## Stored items
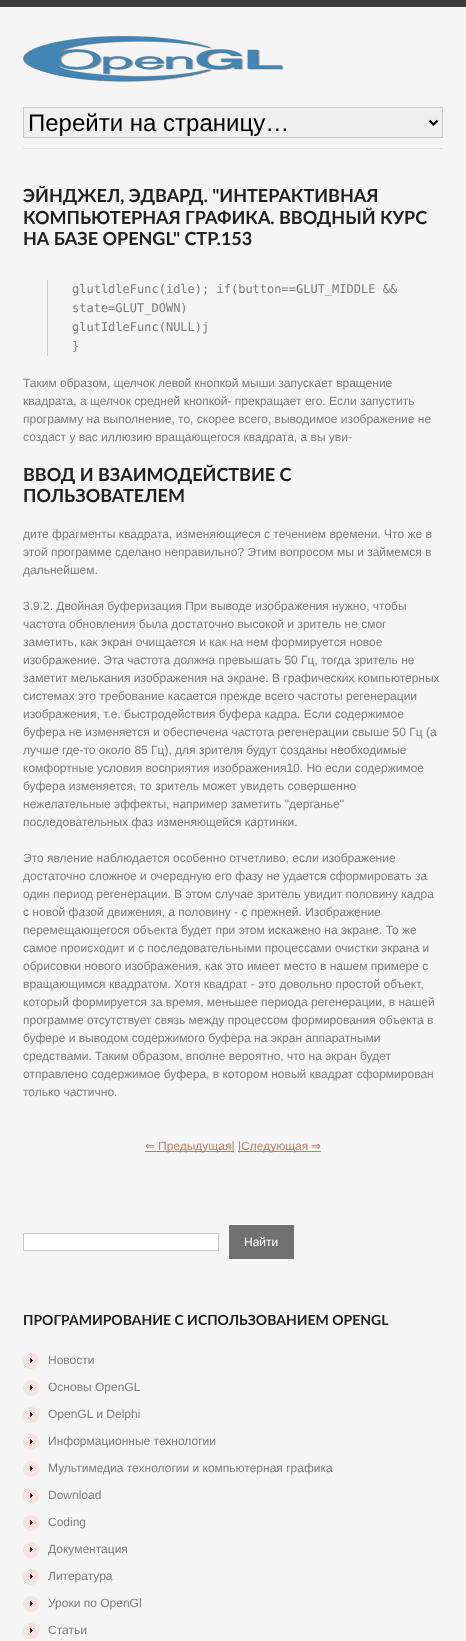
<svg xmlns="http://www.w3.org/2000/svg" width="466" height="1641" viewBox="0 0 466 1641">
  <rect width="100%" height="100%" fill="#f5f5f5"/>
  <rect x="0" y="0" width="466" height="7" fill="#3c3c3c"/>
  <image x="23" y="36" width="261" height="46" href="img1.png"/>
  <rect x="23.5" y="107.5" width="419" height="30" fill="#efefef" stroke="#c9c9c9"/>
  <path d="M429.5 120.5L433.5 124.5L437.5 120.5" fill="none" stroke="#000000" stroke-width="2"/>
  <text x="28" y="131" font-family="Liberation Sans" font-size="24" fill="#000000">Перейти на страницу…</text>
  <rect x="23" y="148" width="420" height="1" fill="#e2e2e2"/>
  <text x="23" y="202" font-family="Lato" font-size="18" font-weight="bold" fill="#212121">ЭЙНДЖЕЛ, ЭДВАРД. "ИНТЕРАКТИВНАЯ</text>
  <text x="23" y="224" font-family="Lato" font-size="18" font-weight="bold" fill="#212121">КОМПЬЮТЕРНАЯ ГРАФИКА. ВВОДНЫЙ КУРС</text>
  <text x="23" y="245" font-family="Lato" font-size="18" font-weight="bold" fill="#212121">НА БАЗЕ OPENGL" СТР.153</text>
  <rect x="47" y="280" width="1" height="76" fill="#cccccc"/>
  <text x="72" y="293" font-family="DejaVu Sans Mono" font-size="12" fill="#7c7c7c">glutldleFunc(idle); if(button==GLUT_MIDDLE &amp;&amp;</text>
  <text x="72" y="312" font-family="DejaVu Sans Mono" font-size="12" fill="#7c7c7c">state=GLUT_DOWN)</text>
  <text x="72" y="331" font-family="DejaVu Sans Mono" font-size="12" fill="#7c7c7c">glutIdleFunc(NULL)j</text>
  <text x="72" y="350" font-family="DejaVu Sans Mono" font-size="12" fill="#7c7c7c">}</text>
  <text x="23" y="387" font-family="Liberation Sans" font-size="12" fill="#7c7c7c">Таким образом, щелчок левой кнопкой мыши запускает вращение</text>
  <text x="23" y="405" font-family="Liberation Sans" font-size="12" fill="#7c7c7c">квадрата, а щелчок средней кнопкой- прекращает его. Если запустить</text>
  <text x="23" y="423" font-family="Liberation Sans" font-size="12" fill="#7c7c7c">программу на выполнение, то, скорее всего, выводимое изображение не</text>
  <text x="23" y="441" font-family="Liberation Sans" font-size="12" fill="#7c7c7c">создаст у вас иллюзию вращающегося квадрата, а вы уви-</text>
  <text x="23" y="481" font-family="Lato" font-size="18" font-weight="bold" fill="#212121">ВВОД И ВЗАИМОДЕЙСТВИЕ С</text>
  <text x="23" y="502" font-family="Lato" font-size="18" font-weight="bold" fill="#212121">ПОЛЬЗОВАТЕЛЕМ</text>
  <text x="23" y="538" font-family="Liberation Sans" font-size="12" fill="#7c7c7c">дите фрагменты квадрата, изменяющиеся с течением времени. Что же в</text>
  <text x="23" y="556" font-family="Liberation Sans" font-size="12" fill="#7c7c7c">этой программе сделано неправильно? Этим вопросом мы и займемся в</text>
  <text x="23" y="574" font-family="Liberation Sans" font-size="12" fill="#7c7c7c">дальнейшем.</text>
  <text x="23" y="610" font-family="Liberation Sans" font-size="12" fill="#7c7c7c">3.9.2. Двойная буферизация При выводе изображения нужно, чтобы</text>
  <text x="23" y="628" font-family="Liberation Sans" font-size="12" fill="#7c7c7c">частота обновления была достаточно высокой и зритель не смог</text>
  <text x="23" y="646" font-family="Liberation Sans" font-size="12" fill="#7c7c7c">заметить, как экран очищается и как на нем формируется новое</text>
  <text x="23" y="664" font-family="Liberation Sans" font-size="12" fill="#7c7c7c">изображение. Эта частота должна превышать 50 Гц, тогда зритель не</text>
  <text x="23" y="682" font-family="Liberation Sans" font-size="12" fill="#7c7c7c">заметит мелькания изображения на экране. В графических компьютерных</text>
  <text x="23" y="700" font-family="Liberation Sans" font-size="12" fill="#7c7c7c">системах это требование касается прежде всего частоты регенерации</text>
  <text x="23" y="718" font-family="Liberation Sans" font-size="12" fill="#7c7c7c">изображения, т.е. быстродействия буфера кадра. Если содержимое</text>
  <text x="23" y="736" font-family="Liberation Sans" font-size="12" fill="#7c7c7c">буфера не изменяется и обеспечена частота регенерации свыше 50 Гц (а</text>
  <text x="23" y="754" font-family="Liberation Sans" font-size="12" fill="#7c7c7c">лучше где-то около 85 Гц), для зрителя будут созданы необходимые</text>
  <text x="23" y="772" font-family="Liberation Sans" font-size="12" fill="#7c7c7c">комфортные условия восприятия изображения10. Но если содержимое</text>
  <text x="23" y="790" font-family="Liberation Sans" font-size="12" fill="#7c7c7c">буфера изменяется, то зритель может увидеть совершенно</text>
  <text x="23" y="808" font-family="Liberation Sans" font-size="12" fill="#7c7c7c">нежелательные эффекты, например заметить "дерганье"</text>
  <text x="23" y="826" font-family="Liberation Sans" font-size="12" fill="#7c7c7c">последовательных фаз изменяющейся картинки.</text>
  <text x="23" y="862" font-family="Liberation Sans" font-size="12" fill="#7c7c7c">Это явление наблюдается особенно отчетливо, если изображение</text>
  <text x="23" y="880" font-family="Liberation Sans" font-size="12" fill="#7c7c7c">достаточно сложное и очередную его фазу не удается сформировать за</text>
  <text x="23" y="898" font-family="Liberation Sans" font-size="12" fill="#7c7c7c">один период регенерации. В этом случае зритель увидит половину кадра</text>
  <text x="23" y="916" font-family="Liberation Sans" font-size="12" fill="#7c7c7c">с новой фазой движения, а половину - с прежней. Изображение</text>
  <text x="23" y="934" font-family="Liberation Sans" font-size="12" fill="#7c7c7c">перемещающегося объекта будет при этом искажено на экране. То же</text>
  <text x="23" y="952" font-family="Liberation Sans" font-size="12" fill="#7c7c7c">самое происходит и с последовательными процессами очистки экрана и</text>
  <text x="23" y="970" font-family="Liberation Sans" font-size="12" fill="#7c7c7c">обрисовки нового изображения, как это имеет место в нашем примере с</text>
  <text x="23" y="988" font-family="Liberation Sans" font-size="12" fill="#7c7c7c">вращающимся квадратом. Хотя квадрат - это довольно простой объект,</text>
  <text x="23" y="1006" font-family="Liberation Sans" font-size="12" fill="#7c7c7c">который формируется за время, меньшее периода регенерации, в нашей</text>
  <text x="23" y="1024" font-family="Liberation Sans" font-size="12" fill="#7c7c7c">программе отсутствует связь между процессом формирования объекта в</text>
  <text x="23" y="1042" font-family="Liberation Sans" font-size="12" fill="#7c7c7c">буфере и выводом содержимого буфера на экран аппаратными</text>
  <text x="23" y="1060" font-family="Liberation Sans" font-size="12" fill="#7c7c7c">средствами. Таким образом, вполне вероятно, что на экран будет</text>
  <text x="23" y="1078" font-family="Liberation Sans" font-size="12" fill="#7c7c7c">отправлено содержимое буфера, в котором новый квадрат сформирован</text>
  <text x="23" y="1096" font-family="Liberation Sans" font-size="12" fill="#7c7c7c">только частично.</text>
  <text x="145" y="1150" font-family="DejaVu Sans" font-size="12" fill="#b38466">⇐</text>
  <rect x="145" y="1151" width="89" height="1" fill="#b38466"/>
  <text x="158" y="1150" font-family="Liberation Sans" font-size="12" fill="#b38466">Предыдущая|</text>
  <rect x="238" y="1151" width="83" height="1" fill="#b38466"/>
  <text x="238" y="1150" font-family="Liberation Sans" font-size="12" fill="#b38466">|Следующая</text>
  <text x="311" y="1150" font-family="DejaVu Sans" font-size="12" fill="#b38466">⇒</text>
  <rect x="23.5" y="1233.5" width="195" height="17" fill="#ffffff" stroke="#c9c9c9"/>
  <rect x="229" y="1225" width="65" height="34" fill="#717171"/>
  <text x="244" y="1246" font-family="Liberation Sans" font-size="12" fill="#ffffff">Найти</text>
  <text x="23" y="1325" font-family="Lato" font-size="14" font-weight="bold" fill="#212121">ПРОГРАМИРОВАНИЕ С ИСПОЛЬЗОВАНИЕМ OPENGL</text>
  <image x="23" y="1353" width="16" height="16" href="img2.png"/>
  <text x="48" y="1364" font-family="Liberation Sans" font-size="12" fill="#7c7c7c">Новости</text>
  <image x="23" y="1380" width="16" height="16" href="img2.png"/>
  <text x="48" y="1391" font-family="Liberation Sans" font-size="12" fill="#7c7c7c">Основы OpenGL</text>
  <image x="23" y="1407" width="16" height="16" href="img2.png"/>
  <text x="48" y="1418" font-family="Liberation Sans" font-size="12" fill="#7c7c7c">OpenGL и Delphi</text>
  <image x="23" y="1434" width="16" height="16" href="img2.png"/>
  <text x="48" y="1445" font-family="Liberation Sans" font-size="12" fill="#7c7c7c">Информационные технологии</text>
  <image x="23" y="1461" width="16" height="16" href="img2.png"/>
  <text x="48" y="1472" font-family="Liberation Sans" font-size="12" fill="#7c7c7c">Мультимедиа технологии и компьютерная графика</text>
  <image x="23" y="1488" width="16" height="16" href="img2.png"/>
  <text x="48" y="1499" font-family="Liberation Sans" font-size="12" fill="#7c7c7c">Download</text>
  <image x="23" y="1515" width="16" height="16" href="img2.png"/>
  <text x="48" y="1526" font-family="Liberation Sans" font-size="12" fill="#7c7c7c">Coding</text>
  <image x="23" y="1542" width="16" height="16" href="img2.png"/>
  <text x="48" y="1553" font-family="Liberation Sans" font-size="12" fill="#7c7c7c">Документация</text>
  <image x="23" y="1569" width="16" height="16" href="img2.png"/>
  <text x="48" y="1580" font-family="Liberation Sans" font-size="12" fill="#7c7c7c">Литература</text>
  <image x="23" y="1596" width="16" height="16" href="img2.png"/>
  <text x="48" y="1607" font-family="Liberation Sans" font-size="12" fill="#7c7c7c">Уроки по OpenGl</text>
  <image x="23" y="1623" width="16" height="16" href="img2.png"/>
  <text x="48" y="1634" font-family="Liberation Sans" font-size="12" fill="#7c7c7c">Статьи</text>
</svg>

---

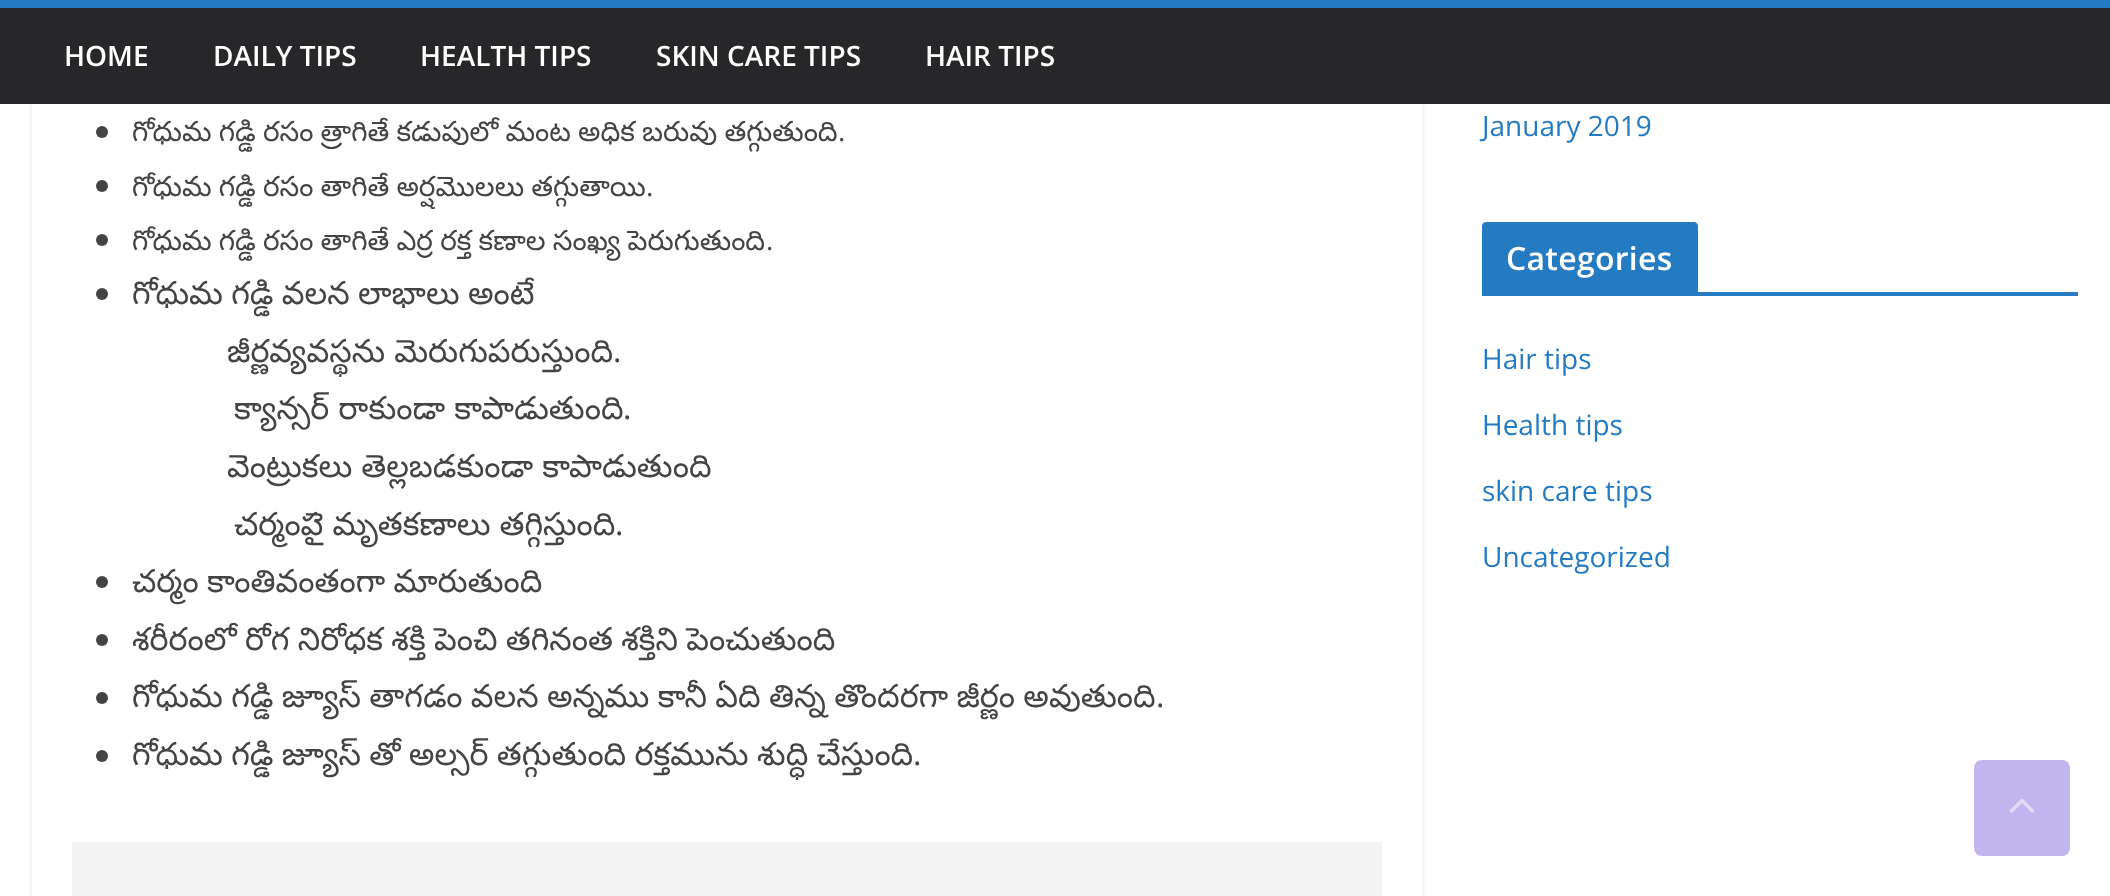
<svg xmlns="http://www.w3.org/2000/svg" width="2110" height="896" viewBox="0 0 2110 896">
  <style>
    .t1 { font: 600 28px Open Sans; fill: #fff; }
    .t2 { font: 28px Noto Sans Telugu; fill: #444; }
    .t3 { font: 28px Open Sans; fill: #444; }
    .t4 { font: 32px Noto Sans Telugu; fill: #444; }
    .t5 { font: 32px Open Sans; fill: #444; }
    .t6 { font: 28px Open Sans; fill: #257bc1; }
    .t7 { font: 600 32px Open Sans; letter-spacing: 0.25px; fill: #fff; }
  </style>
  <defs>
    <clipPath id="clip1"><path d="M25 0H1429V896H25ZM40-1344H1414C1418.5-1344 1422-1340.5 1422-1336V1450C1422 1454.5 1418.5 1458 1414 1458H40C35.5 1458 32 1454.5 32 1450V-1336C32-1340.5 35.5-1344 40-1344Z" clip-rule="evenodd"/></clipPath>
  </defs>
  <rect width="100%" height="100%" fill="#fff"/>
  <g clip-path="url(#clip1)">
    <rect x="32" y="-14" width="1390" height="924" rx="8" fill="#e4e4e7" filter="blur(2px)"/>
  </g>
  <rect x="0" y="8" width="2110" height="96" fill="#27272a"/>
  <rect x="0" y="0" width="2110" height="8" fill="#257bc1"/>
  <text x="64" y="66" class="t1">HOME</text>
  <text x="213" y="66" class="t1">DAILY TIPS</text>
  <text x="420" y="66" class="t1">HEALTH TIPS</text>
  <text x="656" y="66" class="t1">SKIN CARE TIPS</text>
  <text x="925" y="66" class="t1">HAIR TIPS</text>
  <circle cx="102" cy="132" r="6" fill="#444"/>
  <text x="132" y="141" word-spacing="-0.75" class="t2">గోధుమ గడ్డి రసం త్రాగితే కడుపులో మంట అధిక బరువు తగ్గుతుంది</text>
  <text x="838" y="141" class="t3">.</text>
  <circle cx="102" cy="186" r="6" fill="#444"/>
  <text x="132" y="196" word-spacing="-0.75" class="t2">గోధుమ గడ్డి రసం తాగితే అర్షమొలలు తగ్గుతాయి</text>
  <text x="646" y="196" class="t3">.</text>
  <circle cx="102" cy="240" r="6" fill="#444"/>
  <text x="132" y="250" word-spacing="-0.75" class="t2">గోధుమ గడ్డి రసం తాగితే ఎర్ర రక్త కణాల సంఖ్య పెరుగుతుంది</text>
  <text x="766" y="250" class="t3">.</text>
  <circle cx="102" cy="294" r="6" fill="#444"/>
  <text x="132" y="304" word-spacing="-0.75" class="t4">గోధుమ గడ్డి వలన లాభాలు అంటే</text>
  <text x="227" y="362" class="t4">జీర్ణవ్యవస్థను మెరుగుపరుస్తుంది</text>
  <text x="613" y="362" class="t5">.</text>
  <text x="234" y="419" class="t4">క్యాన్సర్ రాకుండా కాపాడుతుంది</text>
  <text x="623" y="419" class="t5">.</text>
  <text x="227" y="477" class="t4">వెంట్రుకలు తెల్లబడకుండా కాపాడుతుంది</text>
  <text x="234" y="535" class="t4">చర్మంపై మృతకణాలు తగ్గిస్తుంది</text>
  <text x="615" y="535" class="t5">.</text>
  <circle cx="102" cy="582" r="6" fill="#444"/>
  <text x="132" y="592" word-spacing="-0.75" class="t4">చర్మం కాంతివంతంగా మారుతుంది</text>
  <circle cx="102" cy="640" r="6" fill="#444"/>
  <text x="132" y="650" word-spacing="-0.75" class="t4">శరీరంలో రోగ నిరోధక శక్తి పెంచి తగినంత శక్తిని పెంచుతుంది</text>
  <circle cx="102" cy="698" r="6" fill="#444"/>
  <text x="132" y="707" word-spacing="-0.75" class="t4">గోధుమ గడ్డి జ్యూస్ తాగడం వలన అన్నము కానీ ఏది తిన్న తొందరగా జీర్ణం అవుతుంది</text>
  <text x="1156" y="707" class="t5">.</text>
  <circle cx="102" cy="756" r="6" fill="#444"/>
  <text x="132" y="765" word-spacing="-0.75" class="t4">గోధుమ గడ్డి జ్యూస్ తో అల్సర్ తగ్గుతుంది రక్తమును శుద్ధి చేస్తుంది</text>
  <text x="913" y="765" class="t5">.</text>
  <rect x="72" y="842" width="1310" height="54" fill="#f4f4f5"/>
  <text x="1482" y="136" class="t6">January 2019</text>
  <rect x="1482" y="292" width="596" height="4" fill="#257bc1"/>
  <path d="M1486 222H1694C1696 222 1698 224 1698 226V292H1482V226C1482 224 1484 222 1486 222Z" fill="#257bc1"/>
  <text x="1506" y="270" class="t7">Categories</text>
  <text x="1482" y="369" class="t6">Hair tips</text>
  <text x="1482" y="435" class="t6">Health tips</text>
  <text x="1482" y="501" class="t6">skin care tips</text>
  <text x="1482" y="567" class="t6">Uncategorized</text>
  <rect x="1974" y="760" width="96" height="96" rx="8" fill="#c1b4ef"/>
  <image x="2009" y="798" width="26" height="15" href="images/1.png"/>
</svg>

## YOUR GOAL
Show every line in the records above that contains the word "образом".

## SOLUTION FOR THIS EXERCISE
  <text x="23" y="387" font-family="Liberation Sans" font-size="12" fill="#7c7c7c">Таким образом, щелчок левой кнопкой мыши запускает вращение</text>
  <text x="23" y="1060" font-family="Liberation Sans" font-size="12" fill="#7c7c7c">средствами. Таким образом, вполне вероятно, что на экран будет</text>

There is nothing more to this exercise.